Of course, being about to copy directories with this sort of mechanism is probably trickier to implement, but any good snapshot mechanism would have to handle this sort of thing.

The two sides of reflink()

Posted May 6, 2009 17:44 UTC (Wed) by nybble41 (subscriber, #55106) [Link]

Most metadata is part of the inode, not the directory entry, so snapshotting the directory wouldn't have any effect on the metadata (apart from the filename). In the reflink-as-copy scenario the owner, group, permissions (e.g. setuid), and the like would be tracked separately for each reflink. Presumably the limitations concerning these attribute would be the same as for creating new files; e.g. the reflink would be created with the owner, group, and umask of the current user, and only the data would be shared (COW).

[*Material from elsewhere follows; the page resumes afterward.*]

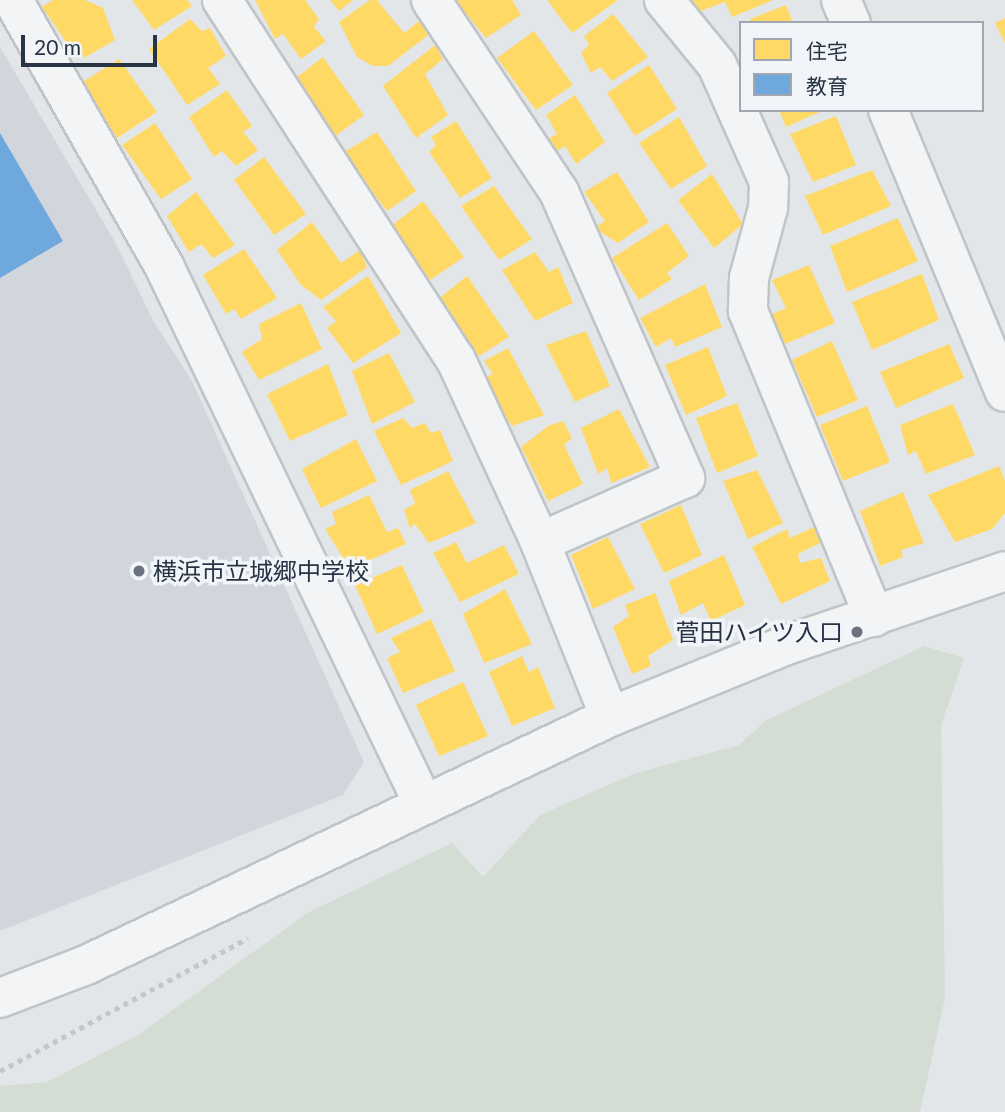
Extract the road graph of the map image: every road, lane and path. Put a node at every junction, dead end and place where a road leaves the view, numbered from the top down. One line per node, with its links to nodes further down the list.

Given their small average size, it probably makes more sense to just copy the directories themselves outright rather than implementing them as COW. Recursive copies would be similar to "cp -dlR", just with reflink() in place of symlink().

There are better ways to snapshotting

Posted May 7, 2009 20:54 UTC (Thu) by anton (subscriber, #25547) [Link] (3 responses)

Many posters seem to think of snapshotting as a good use of reflinks, but snapshots should be created on the whole file system at once, atomically (so you get a snapshot that is consistent across files). File systems like btrfs have this functionality, and one can also use LVM for that (with a little fs support), so snapshots don't seem to be a good use and justification of reflink().

There are better ways to snapshotting

Posted May 10, 2009 0:05 UTC (Sun) by butlerm (subscriber, #13312) [Link] (2 responses)

One of the advantages of ZFS style snapshotting is it is a constant time
operation that is far more efficient than walking a directory tree and
creating thousands of new inodes. It doesn't work for making a (writable)
snapshot of a snapshot, however, and that is a very important use case for
virtualization, for example.

Copy-on-write filesystems could use a good interface (like this one) to make
efficient *copies* of files in the same (extended) filesystem. That is
something that ZFS and BTRFS both appear to lack, and which for portability
reasons is easy to downgrade to an ordinary file copy.

There are better ways to snapshotting

Posted May 10, 2009 18:36 UTC (Sun) by anton (subscriber, #25547) [Link] (1 responses)

One of the advantages of ZFS style snapshotting is it is a constant time operation that is far more efficient than walking a directory tree and creating thousands of new inodes. It doesn't work for making a (writable) snapshot of a snapshot, however

That may be a limitation of ZFS, but it's not a necessary limitation. LLFS can do it, and nothing I have read about Btrfs indicates that it cannot do it.

Copy-on-write filesystems could use a good interface (like this one) to make efficient *copies* of files in the same (extended) filesystem.

Yes, implementing cp more efficiently seems to be the main benefit I see from this system call.

There are better ways to snapshotting

Posted May 11, 2009 5:22 UTC (Mon) by butlerm (subscriber, #13312) [Link]

Netapp does writable snapshots of writable snapshots. The advantage of the
ZFS scheme is you can have an unlimited number of snapshots, where with
Netapp these days I believe you get 256.

The ZFS scheme is based on logical sequence numbers, Netapp uses block maps.
I understand that BTRFS allows nested writable snapshots, but that comes at a
general performance cost that ZFS doesn't have.

different API

Posted May 14, 2009 21:12 UTC (Thu) by mslusarz (guest, #58587) [Link]

It would be more general and powerful to reflink (or clone or ...) only part of file. API could probably look like splice.

long splice(int fd_in, loff_t *off_in, int fd_out, loff_t *off_out, size_t len, unsigned int flags);

So don't add new syscall. Implement splice for two descriptors on one filesystem!